▸ **Task to carry out**:
Give the number of lines in this listing that contain "path", with no other words.

▸ **Working data**:
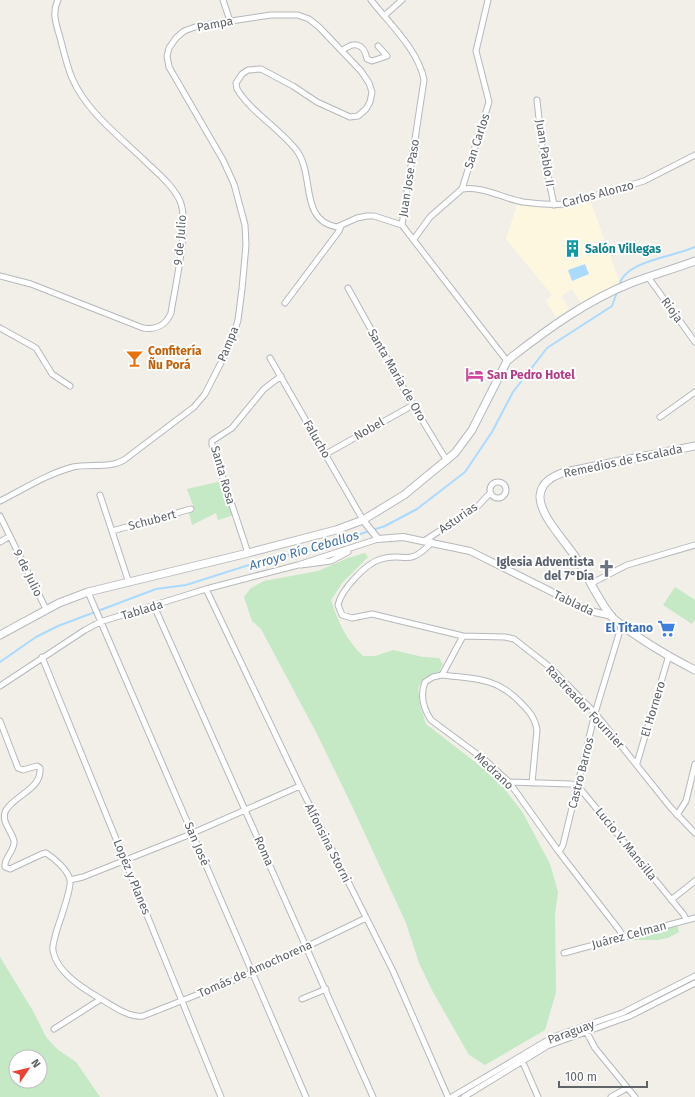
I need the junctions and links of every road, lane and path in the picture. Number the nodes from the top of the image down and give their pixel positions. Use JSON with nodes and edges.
...
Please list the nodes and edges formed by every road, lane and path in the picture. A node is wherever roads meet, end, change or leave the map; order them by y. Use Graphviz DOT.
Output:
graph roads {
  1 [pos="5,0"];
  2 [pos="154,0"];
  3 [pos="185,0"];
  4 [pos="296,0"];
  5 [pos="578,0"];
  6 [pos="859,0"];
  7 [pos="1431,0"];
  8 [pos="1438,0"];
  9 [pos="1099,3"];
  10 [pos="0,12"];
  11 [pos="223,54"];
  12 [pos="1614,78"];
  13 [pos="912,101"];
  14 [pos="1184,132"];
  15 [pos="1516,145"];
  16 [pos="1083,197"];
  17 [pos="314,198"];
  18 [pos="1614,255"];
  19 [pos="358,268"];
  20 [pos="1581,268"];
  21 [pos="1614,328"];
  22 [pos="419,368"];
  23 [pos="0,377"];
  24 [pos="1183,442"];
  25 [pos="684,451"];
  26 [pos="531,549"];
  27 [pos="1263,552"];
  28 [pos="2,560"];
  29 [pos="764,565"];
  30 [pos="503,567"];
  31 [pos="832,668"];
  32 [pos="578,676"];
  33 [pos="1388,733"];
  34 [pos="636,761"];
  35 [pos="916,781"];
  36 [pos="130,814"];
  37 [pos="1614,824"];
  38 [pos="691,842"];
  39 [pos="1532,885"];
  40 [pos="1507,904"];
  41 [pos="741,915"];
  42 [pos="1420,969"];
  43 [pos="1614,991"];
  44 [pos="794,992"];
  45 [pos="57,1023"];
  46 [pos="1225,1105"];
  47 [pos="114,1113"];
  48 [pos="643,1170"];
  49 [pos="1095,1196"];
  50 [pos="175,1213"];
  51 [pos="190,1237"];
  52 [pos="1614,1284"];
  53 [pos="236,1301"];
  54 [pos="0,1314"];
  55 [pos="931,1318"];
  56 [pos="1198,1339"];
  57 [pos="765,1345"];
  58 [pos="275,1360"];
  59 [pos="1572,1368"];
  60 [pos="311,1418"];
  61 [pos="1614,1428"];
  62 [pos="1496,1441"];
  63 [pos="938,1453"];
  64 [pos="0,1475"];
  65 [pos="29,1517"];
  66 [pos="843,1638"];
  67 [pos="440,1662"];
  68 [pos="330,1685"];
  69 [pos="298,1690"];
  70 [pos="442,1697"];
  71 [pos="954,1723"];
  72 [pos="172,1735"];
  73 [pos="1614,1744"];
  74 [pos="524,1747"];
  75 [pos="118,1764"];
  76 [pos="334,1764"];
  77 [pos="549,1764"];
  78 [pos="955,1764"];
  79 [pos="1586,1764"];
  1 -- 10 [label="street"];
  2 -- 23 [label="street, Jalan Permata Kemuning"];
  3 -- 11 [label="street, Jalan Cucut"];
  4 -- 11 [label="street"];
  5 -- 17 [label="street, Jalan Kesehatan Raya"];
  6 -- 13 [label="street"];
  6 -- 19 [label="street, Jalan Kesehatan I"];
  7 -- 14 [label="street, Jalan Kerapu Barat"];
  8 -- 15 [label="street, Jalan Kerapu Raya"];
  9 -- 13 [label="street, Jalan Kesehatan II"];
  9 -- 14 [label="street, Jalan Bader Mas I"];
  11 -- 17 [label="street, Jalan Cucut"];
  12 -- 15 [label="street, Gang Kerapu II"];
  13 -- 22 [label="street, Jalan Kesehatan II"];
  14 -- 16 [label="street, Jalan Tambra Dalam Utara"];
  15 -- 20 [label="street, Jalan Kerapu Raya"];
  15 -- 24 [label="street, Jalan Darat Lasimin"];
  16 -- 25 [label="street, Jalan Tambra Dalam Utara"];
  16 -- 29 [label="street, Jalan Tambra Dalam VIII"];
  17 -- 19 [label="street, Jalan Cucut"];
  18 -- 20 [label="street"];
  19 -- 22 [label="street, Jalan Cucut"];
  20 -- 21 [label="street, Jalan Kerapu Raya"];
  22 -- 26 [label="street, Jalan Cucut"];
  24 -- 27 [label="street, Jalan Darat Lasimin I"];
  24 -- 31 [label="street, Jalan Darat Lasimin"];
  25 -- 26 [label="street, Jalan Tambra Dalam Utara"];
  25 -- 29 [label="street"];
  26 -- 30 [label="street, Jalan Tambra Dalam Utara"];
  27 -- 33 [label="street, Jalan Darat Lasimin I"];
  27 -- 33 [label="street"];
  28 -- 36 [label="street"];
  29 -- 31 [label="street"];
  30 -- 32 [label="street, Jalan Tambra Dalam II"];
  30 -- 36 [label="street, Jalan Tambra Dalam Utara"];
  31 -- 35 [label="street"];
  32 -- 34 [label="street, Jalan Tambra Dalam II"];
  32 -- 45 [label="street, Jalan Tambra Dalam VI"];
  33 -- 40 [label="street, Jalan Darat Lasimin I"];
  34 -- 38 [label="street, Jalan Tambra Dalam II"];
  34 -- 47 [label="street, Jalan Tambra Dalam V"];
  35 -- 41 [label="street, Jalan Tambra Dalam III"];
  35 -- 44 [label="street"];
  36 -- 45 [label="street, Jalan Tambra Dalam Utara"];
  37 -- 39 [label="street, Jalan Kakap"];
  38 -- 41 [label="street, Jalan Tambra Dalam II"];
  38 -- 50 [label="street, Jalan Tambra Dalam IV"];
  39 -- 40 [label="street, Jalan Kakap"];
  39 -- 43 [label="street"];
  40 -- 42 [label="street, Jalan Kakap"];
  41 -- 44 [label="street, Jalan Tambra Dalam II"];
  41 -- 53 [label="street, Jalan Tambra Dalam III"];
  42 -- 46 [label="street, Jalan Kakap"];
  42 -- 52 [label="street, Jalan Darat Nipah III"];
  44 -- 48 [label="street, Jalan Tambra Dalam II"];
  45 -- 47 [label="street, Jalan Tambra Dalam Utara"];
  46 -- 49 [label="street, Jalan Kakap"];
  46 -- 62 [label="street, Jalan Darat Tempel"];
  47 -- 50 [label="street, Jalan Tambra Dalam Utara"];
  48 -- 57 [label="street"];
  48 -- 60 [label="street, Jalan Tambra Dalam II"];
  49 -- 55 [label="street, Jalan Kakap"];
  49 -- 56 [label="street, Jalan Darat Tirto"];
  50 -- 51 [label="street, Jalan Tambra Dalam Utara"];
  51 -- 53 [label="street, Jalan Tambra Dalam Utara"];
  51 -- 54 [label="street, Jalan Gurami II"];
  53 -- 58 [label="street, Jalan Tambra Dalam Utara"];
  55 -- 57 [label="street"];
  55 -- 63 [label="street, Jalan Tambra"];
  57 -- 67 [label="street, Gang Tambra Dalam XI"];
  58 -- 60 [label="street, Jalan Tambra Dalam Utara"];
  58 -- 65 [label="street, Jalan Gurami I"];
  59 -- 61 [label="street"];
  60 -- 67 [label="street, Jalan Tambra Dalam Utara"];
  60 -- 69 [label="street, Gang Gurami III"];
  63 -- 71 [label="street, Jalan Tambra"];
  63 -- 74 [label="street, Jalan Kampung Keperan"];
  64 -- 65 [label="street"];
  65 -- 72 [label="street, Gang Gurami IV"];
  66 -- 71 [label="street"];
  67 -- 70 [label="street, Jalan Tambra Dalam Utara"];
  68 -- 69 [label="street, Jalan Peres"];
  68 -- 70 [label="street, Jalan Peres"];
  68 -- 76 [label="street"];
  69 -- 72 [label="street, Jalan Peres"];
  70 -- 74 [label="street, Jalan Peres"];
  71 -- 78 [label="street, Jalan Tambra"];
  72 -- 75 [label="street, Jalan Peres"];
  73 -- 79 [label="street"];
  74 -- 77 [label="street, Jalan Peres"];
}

▸ **Reply to the task**:
2